__Data for processing__:
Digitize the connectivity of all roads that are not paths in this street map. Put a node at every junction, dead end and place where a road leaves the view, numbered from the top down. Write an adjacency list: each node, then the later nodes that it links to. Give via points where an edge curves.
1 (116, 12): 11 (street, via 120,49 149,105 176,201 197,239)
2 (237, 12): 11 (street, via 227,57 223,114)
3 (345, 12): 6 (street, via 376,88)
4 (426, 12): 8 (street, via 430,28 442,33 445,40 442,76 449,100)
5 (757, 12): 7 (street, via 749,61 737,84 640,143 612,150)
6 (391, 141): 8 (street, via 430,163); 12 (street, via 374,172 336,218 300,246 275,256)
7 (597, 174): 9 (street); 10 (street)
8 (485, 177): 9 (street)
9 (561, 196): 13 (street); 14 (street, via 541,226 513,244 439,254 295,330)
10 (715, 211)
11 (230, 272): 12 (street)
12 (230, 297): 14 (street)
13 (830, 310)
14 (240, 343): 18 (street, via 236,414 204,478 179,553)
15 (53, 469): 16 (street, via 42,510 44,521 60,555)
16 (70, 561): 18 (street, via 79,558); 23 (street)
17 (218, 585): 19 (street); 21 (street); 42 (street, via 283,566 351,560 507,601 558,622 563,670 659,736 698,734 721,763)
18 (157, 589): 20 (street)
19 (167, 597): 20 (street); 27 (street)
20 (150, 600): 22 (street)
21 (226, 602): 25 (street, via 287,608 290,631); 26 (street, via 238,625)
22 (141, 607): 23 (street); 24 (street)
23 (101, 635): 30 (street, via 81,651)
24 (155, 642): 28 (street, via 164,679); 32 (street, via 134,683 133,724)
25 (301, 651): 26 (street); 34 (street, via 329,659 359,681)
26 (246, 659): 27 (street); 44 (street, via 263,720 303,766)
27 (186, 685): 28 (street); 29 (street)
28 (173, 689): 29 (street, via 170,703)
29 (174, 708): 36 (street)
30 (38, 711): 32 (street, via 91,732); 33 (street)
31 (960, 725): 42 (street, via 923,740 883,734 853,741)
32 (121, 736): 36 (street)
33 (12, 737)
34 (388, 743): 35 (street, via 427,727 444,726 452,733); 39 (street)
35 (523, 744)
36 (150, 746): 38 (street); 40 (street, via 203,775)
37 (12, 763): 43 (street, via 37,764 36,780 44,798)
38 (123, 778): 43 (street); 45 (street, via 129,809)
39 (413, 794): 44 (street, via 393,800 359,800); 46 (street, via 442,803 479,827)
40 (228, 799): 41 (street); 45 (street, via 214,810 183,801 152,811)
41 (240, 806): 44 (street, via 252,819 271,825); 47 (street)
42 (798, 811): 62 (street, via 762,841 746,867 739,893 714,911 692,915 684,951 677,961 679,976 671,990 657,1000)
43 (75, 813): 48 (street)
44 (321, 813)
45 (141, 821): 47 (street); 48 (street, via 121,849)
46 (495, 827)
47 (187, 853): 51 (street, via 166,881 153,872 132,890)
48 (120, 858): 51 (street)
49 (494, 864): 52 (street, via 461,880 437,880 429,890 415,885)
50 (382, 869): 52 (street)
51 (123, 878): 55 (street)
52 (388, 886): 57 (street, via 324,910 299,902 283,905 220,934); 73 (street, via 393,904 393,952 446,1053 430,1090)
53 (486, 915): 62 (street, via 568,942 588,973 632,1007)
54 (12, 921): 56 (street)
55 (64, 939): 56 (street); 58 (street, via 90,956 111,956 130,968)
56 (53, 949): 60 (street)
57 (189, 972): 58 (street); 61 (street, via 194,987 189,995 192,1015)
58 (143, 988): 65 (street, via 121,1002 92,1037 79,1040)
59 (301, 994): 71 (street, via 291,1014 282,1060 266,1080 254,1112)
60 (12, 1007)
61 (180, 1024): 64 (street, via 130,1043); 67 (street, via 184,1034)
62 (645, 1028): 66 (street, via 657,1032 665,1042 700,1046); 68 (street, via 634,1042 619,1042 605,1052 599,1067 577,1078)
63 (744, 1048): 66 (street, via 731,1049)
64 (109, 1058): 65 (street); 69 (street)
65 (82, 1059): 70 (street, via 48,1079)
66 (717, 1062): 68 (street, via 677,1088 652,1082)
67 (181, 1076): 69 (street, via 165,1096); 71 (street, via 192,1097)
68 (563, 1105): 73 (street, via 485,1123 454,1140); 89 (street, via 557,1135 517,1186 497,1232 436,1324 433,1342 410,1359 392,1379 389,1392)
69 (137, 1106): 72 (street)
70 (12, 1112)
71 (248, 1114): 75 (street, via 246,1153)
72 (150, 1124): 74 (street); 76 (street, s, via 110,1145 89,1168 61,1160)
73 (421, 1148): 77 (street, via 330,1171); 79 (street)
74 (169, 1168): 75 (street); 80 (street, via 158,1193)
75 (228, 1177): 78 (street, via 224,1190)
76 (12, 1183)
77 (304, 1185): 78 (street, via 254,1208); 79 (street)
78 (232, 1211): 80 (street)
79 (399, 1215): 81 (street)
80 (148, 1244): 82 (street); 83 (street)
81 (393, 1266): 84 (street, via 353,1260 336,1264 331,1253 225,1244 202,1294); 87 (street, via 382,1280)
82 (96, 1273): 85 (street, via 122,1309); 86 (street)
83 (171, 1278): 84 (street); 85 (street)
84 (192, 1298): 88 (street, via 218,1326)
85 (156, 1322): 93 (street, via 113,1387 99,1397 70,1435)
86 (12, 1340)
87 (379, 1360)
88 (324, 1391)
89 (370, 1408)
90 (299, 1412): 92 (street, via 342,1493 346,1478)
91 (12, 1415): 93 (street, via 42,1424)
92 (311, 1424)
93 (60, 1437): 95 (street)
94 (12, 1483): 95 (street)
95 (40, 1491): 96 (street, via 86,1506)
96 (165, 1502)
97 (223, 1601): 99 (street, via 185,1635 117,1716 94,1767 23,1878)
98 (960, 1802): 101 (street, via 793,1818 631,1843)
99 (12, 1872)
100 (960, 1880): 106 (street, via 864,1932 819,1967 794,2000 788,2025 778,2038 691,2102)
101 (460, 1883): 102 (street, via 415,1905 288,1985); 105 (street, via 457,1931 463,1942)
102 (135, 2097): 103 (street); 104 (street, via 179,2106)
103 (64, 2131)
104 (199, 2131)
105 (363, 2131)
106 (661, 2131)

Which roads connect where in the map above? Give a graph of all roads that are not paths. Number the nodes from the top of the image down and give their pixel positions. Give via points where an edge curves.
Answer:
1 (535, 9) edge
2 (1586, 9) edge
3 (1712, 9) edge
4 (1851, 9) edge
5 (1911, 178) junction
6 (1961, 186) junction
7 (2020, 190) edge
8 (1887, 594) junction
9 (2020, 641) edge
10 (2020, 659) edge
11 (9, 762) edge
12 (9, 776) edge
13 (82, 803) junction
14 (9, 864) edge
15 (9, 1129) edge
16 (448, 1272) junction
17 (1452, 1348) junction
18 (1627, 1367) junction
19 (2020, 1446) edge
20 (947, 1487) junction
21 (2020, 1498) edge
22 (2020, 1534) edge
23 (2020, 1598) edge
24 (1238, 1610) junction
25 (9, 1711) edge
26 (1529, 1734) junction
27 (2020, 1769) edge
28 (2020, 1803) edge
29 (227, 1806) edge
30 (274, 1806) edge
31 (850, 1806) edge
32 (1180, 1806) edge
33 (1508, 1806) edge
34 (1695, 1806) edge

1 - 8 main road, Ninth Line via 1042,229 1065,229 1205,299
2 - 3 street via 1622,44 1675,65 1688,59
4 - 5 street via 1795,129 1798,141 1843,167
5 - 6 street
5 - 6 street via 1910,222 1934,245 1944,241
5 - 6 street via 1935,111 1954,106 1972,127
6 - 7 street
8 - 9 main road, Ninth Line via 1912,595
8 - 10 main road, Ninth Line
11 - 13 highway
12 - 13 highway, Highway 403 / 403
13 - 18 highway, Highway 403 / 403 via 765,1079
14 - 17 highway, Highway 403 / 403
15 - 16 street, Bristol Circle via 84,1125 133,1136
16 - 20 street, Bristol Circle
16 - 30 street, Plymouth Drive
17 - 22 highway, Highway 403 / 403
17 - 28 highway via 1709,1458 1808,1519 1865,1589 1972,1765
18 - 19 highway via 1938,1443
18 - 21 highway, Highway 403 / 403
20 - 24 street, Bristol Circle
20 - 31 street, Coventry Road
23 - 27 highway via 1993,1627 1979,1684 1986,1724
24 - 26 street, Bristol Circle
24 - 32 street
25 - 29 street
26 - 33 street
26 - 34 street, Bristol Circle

__Try it__: Check the entries above for the word "Circle" and copy every line where it turns up.

__Exercise answer__:
15 - 16 street, Bristol Circle via 84,1125 133,1136
16 - 20 street, Bristol Circle
20 - 24 street, Bristol Circle
24 - 26 street, Bristol Circle
26 - 34 street, Bristol Circle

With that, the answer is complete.